Find the line in the data below that contains "index tip: (1159, 790)". Return that line and all the lines after it, unchanged.

DATA FOR THE TASK:
===

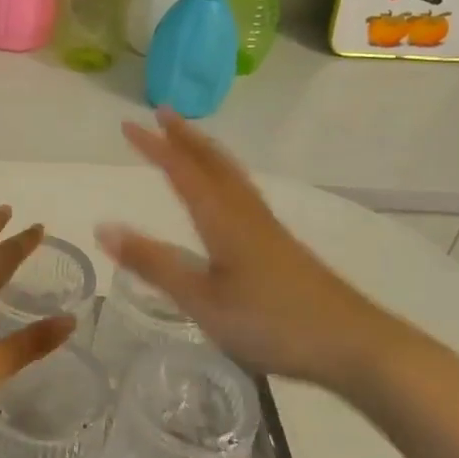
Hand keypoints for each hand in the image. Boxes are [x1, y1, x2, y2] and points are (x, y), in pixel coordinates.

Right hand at [95, 110, 408, 392]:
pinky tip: (226, 192)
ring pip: (231, 175)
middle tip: (162, 113)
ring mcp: (267, 227)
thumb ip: (154, 264)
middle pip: (213, 162)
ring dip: (205, 151)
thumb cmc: (271, 323)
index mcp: (223, 220)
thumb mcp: (202, 301)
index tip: (128, 125)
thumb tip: (104, 228)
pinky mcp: (280, 244)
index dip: (155, 147)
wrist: (354, 344)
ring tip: (189, 139)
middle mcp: (245, 213)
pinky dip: (223, 173)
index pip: (182, 172)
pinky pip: (242, 191)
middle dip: (185, 136)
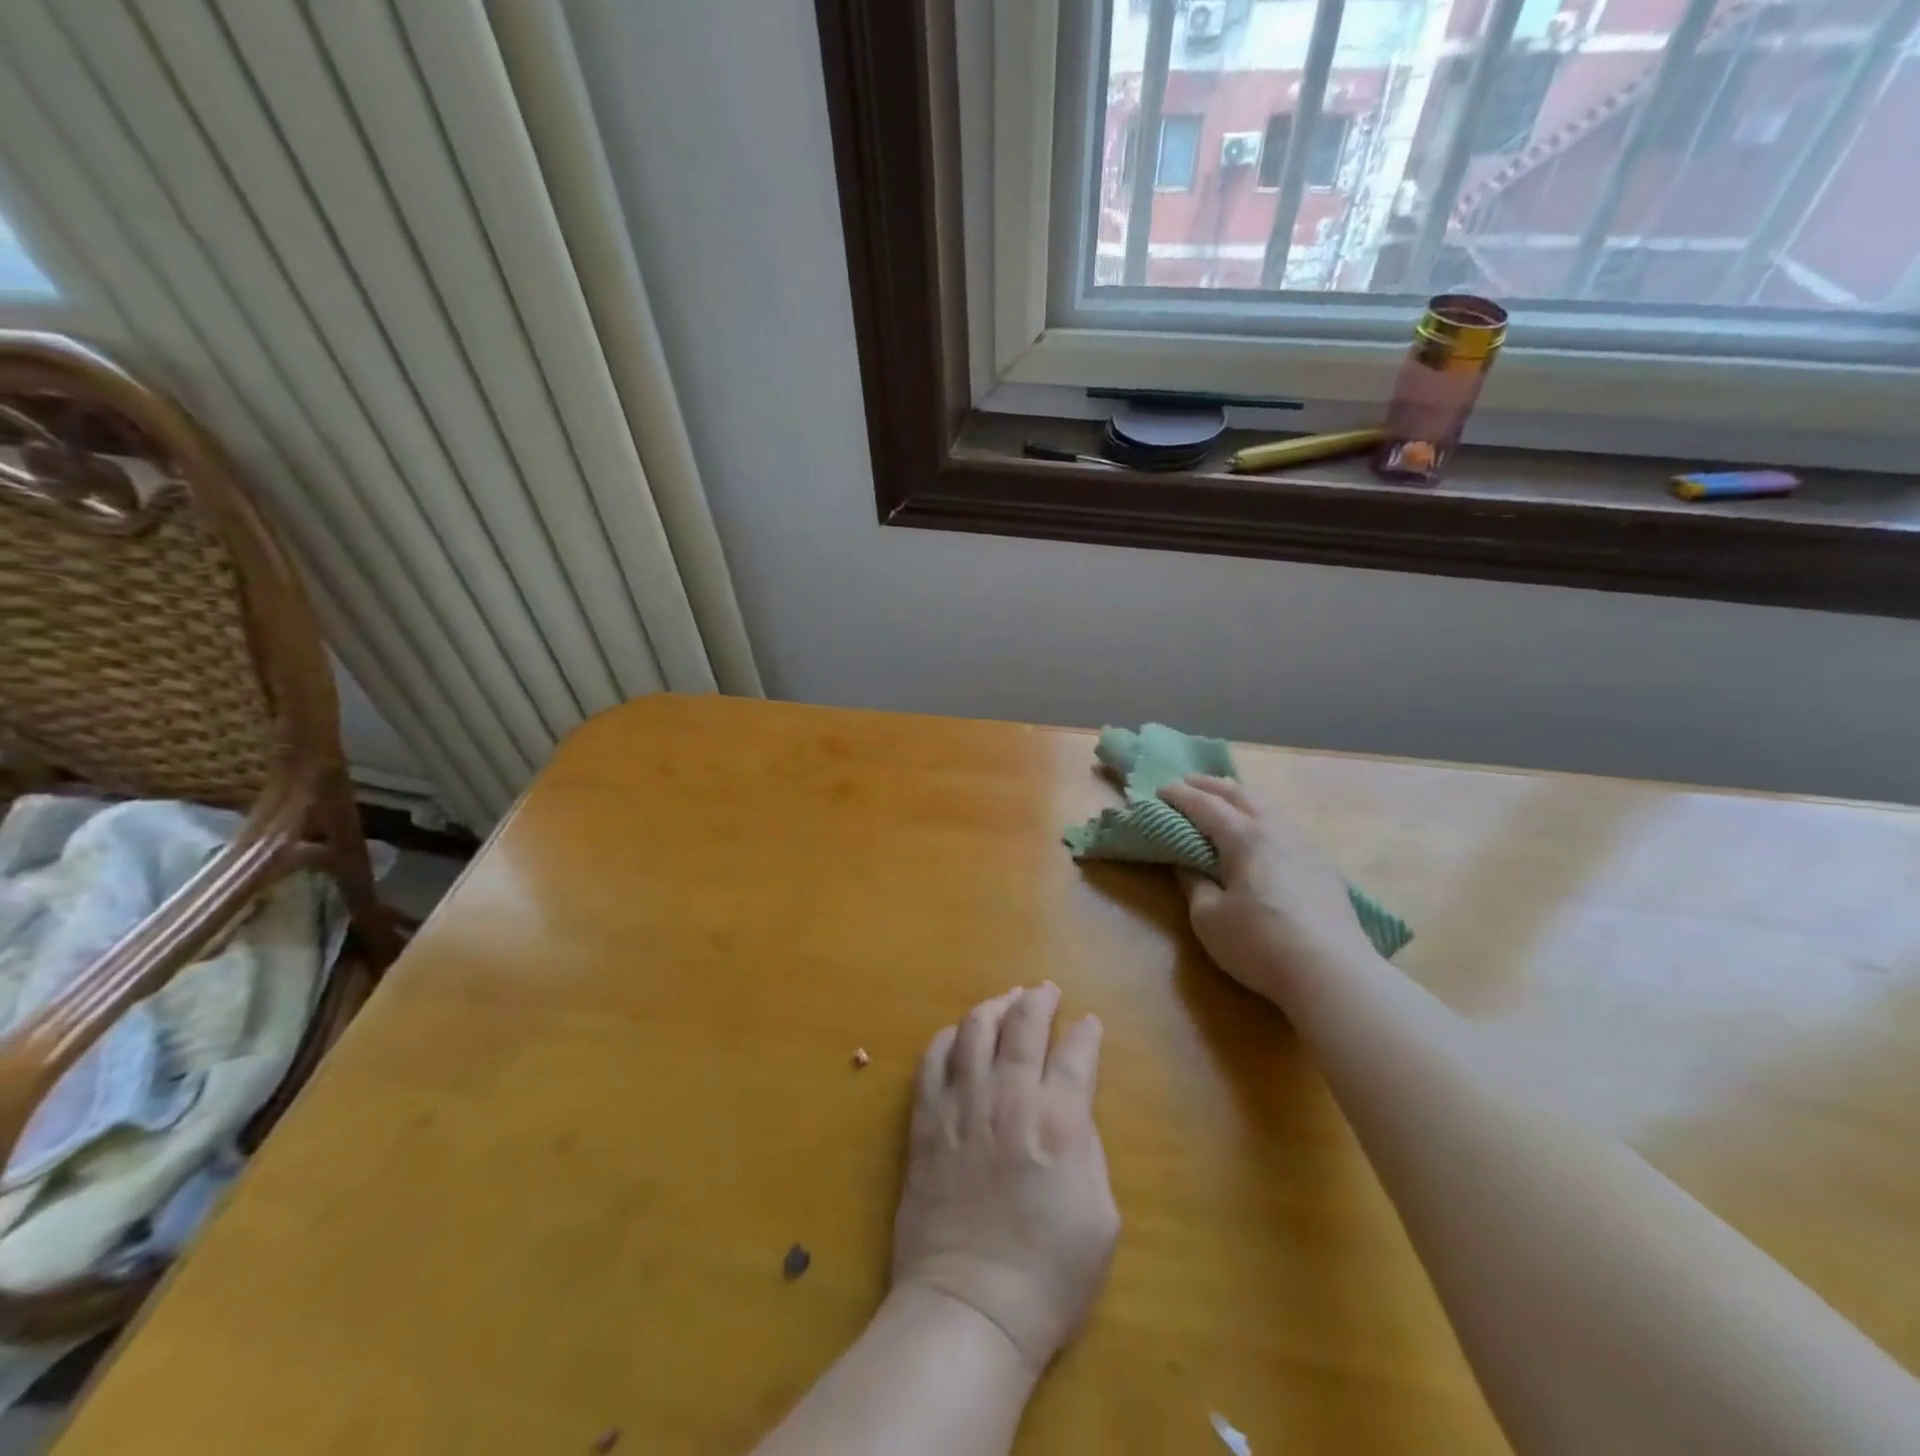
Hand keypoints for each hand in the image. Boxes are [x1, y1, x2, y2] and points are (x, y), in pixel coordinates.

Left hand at [893, 984, 1119, 1372]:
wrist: (970, 1307)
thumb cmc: (1049, 1275)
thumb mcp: (1101, 1217)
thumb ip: (1089, 1150)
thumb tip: (1072, 1114)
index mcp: (1060, 1120)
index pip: (1077, 1053)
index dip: (1087, 1032)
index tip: (1090, 1023)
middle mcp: (1010, 1096)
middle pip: (1024, 1024)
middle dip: (1039, 999)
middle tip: (1045, 990)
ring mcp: (963, 1103)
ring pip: (976, 1028)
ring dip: (994, 1006)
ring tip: (1005, 1000)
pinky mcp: (926, 1118)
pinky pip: (934, 1058)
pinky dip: (949, 1037)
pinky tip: (959, 1035)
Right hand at [1160, 775, 1378, 1005]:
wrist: (1333, 975)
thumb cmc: (1259, 943)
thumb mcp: (1208, 918)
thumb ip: (1194, 885)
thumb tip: (1187, 866)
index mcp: (1245, 837)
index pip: (1206, 805)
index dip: (1180, 796)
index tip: (1159, 790)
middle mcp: (1276, 831)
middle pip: (1242, 795)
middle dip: (1212, 786)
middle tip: (1189, 782)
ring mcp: (1305, 848)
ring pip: (1269, 808)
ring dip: (1242, 798)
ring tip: (1226, 800)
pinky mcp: (1323, 870)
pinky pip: (1286, 828)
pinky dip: (1264, 819)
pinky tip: (1264, 834)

===

SOLUTION BELOW:
index tip: (1159, 790)
middle mcp: (1276, 831)
middle pip: (1242, 795)
middle dip: (1212, 786)
middle tip: (1189, 782)
ring mcp: (1305, 848)
ring pip: (1269, 808)
ring dip: (1242, 798)
ring tip: (1226, 800)
pinky mcp: (1323, 870)
pinky pip: (1286, 828)
pinky dip: (1264, 819)
pinky tip: (1264, 834)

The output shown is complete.